__DESCRIPTION OF THE TASK__
Restate the entries below without a single change.

__DATA IN THIS EXERCISE__
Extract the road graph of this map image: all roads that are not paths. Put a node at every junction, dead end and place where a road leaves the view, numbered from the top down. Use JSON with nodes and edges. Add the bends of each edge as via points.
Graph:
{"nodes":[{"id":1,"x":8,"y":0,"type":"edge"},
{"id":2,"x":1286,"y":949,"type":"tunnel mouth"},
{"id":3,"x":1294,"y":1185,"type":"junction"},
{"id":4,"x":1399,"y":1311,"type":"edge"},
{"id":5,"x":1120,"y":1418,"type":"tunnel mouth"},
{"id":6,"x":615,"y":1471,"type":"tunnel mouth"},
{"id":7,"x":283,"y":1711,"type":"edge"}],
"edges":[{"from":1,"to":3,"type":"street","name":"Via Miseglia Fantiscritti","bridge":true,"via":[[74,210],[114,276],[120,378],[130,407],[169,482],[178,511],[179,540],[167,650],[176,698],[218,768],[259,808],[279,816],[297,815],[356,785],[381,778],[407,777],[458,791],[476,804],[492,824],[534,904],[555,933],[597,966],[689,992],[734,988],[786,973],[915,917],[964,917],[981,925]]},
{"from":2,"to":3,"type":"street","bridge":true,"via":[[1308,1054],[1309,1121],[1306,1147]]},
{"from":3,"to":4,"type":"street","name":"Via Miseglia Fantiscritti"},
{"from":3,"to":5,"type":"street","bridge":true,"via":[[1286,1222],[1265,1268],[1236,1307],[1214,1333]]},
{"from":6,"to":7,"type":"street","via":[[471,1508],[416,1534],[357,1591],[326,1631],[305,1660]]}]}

__COMPLETED TASK__
Extract the road graph of this map image: all roads that are not paths. Put a node at every junction, dead end and place where a road leaves the view, numbered from the top down. Use JSON with nodes and edges. Add the bends of each edge as via points.
Graph:
{"nodes":[{"id":1,"x":8,"y":0,"type":"edge"},
{"id":2,"x":1286,"y":949,"type":"tunnel mouth"},
{"id":3,"x":1294,"y":1185,"type":"junction"},
{"id":4,"x":1399,"y":1311,"type":"edge"},
{"id":5,"x":1120,"y":1418,"type":"tunnel mouth"},
{"id":6,"x":615,"y":1471,"type":"tunnel mouth"},
{"id":7,"x":283,"y":1711,"type":"edge"}],
"edges":[{"from":1,"to":3,"type":"street","name":"Via Miseglia Fantiscritti","bridge":true,"via":[[74,210],[114,276],[120,378],[130,407],[169,482],[178,511],[179,540],[167,650],[176,698],[218,768],[259,808],[279,816],[297,815],[356,785],[381,778],[407,777],[458,791],[476,804],[492,824],[534,904],[555,933],[597,966],[689,992],[734,988],[786,973],[915,917],[964,917],[981,925]]},
{"from":2,"to":3,"type":"street","bridge":true,"via":[[1308,1054],[1309,1121],[1306,1147]]},
{"from":3,"to":4,"type":"street","name":"Via Miseglia Fantiscritti"},
{"from":3,"to":5,"type":"street","bridge":true,"via":[[1286,1222],[1265,1268],[1236,1307],[1214,1333]]},
{"from":6,"to":7,"type":"street","via":[[471,1508],[416,1534],[357,1591],[326,1631],[305,1660]]}]}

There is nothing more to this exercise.